Provided data
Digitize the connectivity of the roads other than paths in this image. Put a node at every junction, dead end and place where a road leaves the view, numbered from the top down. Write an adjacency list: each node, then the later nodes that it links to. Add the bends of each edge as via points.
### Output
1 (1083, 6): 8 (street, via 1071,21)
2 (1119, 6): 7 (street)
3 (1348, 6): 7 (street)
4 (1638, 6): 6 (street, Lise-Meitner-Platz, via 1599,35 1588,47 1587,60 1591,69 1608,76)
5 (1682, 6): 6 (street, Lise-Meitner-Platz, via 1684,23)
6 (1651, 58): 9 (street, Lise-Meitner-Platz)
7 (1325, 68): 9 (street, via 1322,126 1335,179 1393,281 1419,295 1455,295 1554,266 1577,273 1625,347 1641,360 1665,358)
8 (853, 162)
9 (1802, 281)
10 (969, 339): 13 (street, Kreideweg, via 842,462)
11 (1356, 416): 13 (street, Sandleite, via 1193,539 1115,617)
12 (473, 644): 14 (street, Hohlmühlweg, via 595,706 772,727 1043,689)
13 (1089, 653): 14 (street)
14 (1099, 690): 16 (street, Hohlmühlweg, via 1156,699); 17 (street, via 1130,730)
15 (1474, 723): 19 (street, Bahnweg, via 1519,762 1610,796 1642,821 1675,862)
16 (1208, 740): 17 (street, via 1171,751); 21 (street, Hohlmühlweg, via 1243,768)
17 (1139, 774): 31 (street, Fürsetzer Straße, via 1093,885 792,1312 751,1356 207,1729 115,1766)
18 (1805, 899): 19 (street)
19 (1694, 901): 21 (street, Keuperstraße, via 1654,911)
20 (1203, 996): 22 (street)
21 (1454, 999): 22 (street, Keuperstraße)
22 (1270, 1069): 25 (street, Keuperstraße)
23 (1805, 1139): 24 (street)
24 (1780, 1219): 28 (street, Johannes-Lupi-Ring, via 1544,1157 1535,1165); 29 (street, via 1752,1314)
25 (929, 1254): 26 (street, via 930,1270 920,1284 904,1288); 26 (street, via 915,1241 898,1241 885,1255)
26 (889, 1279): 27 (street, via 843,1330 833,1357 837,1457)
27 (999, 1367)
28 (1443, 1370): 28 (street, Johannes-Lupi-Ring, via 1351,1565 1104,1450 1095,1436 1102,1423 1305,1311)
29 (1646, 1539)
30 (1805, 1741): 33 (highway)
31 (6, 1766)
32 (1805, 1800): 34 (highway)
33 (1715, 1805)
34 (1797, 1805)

Directions
Retype the records above exactly.

Result for this task
Digitize the connectivity of the roads other than paths in this image. Put a node at every junction, dead end and place where a road leaves the view, numbered from the top down. Write an adjacency list: each node, then the later nodes that it links to. Add the bends of each edge as via points.
### Output
1 (1083, 6): 8 (street, via 1071,21)
2 (1119, 6): 7 (street)
3 (1348, 6): 7 (street)
4 (1638, 6): 6 (street, Lise-Meitner-Platz, via 1599,35 1588,47 1587,60 1591,69 1608,76)
5 (1682, 6): 6 (street, Lise-Meitner-Platz, via 1684,23)
6 (1651, 58): 9 (street, Lise-Meitner-Platz)
7 (1325, 68): 9 (street, via 1322,126 1335,179 1393,281 1419,295 1455,295 1554,266 1577,273 1625,347 1641,360 1665,358)
8 (853, 162)
9 (1802, 281)
10 (969, 339): 13 (street, Kreideweg, via 842,462)
11 (1356, 416): 13 (street, Sandleite, via 1193,539 1115,617)
12 (473, 644): 14 (street, Hohlmühlweg, via 595,706 772,727 1043,689)
13 (1089, 653): 14 (street)
14 (1099, 690): 16 (street, Hohlmühlweg, via 1156,699); 17 (street, via 1130,730)
15 (1474, 723): 19 (street, Bahnweg, via 1519,762 1610,796 1642,821 1675,862)
16 (1208, 740): 17 (street, via 1171,751); 21 (street, Hohlmühlweg, via 1243,768)
17 (1139, 774): 31 (street, Fürsetzer Straße, via 1093,885 792,1312 751,1356 207,1729 115,1766)
18 (1805, 899): 19 (street)
19 (1694, 901): 21 (street, Keuperstraße, via 1654,911)
20 (1203, 996): 22 (street)
21 (1454, 999): 22 (street, Keuperstraße)
22 (1270, 1069): 25 (street, Keuperstraße)
23 (1805, 1139): 24 (street)
24 (1780, 1219): 28 (street, Johannes-Lupi-Ring, via 1544,1157 1535,1165); 29 (street, via 1752,1314)
25 (929, 1254): 26 (street, via 930,1270 920,1284 904,1288); 26 (street, via 915,1241 898,1241 885,1255)
26 (889, 1279): 27 (street, via 843,1330 833,1357 837,1457)
27 (999, 1367)
28 (1443, 1370): 28 (street, Johannes-Lupi-Ring, via 1351,1565 1104,1450 1095,1436 1102,1423 1305,1311)
29 (1646, 1539)
30 (1805, 1741): 33 (highway)
31 (6, 1766)
32 (1805, 1800): 34 (highway)
33 (1715, 1805)
34 (1797, 1805)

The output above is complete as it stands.